In addition to the above, for example, a power supply chip is required to be provided.
Thus, in order to build the RAID system in one SSD apparatus SSD, it is important how those chips are laid out.
[First Proposal]
FIG. 2 shows a proposal for using double-sided mounting.
A casing is comprised of bottom cover 10A and top cover 10B.
NAND controller (NAND-CONT) 13A, NAND chip (memory chip) 14A, power supply chip (PWR) 15, and interface device 16 are mounted on one side of printed circuit board 11. RAID controller (RAID-CONT) 12, NAND controller (NAND-CONT) 13B, and NAND chip (memory chip) 14B are mounted on the other side of printed circuit board 11.
The first proposal is characterized in that the both sides of printed circuit board 11 are used as mounting surfaces, on which the chips are mounted, in order to realize the RAID system in a limited space.
In this case, a unit including NAND controller 13A and NAND chip 14A is disposed on one side of printed circuit board 11, and a unit including NAND controller 13B and NAND chip 14B is disposed on the other side of printed circuit board 11.
However, in the double-sided mounting, a reflow (double-sided reflow) process is applied twice to one printed circuit board 11.
For instance, in the first reflow process, NAND controller 13A, NAND chip 14A, and power supply chip 15 are soldered onto one side of printed circuit board 11. In the second reflow process, RAID controller 12, NAND controller 13B, and NAND chip 14B are soldered onto the other side of printed circuit board 11.
According to the first proposal, the RAID system can be built in one SSD apparatus SSD.
[Second Proposal]
FIG. 3 shows a proposal for using a stack method for stacking two printed circuit boards.
The casing is comprised of bottom cover 10A and top cover 10B.
RAID controller (RAID-CONT) 12, NAND controller (NAND-CONT) 13A, NAND chip (memory chip) 14A, power supply chip (PWR) 15, and interface device 16 are mounted on one side of printed circuit board 11A. NAND controller (NAND-CONT) 13B and NAND chip (memory chip) 14B are mounted on one side of printed circuit board 11B.
Thin connector 17 is disposed between printed circuit boards 11A and 11B in a state that the other sides of printed circuit boards 11A and 11B face each other. Although one thin connector 17 is usually used, thin connectors may be used as in this embodiment depending on signal splitting.
The second proposal is characterized in that two printed circuit boards 11A and 11B are stacked to be used in order to solve the problem in the double-sided mounting.

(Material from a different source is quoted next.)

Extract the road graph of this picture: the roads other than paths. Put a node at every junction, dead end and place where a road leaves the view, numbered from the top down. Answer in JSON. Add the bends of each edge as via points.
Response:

In this case, a unit including RAID controller 12, NAND controller 13A, and NAND chip 14A is disposed on one side of printed circuit board 11A, and a unit including NAND controller 13B and NAND chip 14B is disposed on one side of printed circuit board 11B.

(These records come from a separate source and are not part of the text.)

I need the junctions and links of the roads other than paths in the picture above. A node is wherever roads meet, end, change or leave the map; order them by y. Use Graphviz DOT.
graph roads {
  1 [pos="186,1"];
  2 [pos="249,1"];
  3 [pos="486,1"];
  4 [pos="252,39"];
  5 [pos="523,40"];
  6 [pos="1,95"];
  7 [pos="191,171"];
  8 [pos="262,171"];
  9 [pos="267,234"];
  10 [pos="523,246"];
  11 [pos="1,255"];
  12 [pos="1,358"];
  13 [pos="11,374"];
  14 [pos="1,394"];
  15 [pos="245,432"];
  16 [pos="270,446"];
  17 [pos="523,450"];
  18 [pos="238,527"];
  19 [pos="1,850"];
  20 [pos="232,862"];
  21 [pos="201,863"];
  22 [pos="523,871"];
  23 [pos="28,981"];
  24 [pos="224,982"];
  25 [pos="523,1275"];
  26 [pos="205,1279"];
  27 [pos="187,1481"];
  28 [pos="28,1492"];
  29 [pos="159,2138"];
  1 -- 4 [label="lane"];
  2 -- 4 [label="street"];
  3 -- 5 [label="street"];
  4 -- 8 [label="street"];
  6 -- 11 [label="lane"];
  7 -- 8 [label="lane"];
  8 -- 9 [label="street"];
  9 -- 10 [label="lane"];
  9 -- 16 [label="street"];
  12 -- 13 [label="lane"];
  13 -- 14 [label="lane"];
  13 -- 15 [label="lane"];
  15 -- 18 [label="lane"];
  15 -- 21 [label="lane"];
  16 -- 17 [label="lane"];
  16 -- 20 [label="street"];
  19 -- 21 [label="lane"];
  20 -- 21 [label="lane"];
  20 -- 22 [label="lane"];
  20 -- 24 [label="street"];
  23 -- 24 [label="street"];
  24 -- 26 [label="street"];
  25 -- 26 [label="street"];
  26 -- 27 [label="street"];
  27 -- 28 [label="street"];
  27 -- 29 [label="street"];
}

In the second proposal, in comparison with the first proposal, since heat stress is reduced, the reliability of chips can be improved, and, at the same time, a problem due to warpage of the printed circuit board caused by the heat stress will not occur. Further, signal interference hardly occurs, and thus the reliability of the system can be improved.
Also in the second proposal, the RAID system can be built in one SSD apparatus SSD.
[Third Proposal]
FIG. 4 shows a proposal as an improved version of the stack method of the second proposal.
The casing is comprised of bottom cover 10A and top cover 10B.
NAND controller (NAND-CONT) 13A, NAND chip (memory chip) 14A, and power supply chip (PWR) 15A are mounted on one side of printed circuit board (module board) 11A. NAND controller (NAND-CONT) 13B, NAND chip (memory chip) 14B, and power supply chip (PWR) 15B are mounted on one side of printed circuit board (module board) 11B.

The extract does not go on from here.